What is (direct) / (none) traffic in Google Analytics

This is a vexing subject for clients, especially when a majority of their traffic is relegated to this nebulous label. Google’s explanations seem tepid when considering their prowess.

Lets start with this (direct) / (none) – whats it telling me? (Direct) represents the source of the traffic. (None) is the medium by which the traffic arrived, such as “organic search”.

Lets remember where Google is coming from when it tells you traffic is (direct) / (none). People working at Google think they are the smartest people on the planet. I won’t take issue with that. But as a result of their culture, their vocabulary lacks certain diversity, such as the words “I don’t know”. Secondly (and very smart of them to avoid) are the possibilities that;

> bot traffic may be logged as (direct) – their bots?
> because of https, variables that formerly served to identify visitors is becoming harder to get – they say.

But honestly I think they can find all the referrer information they want – if they wanted to. They have plenty of reasons not to be more transparent about referrers and organic keywords (re. Google has a very (profitable) reason to make finding good keywords difficult).

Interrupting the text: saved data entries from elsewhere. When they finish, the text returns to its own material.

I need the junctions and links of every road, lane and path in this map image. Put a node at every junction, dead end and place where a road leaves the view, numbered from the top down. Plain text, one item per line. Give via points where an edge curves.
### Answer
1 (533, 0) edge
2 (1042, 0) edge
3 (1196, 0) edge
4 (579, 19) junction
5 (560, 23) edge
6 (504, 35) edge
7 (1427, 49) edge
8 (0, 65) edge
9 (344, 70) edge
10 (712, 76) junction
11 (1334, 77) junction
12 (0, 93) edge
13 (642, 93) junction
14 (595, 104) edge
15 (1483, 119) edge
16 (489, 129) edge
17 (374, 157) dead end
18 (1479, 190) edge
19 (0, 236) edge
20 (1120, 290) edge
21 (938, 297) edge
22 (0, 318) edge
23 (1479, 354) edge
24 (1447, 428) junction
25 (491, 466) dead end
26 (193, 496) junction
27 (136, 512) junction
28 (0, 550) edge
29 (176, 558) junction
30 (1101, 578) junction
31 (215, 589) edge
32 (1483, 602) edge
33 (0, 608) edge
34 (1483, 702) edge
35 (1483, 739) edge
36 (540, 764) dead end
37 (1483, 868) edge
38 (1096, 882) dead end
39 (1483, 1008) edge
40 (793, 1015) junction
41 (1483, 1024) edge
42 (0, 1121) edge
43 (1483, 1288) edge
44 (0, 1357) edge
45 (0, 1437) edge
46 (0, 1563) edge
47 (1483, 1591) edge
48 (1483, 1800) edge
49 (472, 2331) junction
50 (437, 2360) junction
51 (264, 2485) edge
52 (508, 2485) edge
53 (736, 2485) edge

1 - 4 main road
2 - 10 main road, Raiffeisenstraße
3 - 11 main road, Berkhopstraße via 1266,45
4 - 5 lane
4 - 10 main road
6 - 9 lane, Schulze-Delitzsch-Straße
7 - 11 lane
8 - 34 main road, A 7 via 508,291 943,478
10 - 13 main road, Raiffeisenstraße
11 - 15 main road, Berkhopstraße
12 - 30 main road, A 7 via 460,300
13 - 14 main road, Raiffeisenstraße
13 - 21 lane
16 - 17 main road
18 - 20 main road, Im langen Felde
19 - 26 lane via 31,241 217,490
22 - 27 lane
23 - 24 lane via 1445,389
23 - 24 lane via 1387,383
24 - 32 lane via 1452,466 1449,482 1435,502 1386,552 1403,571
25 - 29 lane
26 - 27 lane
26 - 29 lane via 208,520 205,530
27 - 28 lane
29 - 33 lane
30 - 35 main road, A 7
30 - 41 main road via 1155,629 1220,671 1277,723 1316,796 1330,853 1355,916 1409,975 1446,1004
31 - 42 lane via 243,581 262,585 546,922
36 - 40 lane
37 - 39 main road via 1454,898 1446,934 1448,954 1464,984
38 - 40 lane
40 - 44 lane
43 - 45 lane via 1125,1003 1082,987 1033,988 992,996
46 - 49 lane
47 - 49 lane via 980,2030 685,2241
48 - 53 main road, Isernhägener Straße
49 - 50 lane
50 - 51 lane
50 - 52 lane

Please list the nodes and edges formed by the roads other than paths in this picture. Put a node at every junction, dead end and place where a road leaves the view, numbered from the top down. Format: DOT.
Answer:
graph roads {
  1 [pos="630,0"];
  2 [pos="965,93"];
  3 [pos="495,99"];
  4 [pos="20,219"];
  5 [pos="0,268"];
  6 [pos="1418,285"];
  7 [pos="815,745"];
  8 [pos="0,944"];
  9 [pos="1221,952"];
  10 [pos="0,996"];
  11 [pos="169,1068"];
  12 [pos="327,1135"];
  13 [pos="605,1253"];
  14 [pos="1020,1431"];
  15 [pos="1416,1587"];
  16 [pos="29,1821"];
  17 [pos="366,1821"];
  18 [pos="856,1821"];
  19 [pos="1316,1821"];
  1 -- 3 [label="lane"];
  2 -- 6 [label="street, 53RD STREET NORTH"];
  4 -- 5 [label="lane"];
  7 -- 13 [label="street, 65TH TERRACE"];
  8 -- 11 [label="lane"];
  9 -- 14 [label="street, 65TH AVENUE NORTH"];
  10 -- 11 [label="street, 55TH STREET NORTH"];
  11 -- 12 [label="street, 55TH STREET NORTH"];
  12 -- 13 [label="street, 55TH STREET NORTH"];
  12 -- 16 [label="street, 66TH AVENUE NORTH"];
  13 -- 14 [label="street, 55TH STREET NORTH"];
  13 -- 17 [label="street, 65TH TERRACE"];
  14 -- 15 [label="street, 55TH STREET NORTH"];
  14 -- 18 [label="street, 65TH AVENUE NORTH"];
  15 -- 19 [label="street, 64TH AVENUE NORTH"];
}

When you search for something, right click on a natural result and open in a new tab. Here is what I see

https://www.google.com/search?q=google+analytics&ie=utf-8&oe=utf-8&aq=t&rls=org.mozilla:en-US:unofficial&client=iceweasel-a&channel=nts

Notice the search value is in the URL (q=). Does it makes sense that Google cannot capture that search variable? The percentage of (direct) / (none) results on the many accounts I manage does not pass the smell test. Google handles 60-70% of the natural search volume. 80% of (70% of) ORGANIC visitors arriving via a natural search as (direct) / (none), which means “We Did’t Get That Data, Sorry.” Do your own math using Analytics (Acquisition > Channels). What do you think?

google analytics acquisition channels direct none not provided
Google Analytics > Acquisition > Channels (direct) / (none) (not provided)

So lets stick with the party-line and look at the Referer variable;

A web browser uses a variable called the HTTP_REFERER that tells the next destination where this click came from. When someone clicks a link to your site, the source contained in the HTTP_REFERER variable is read by Google. Are there sources that do not include the HTTP_REFERER variable? Yes, plenty, such as when someone types the URL directly into the browser. Does this mean that all no-referrers entered the URL directly into the browser address bar? No.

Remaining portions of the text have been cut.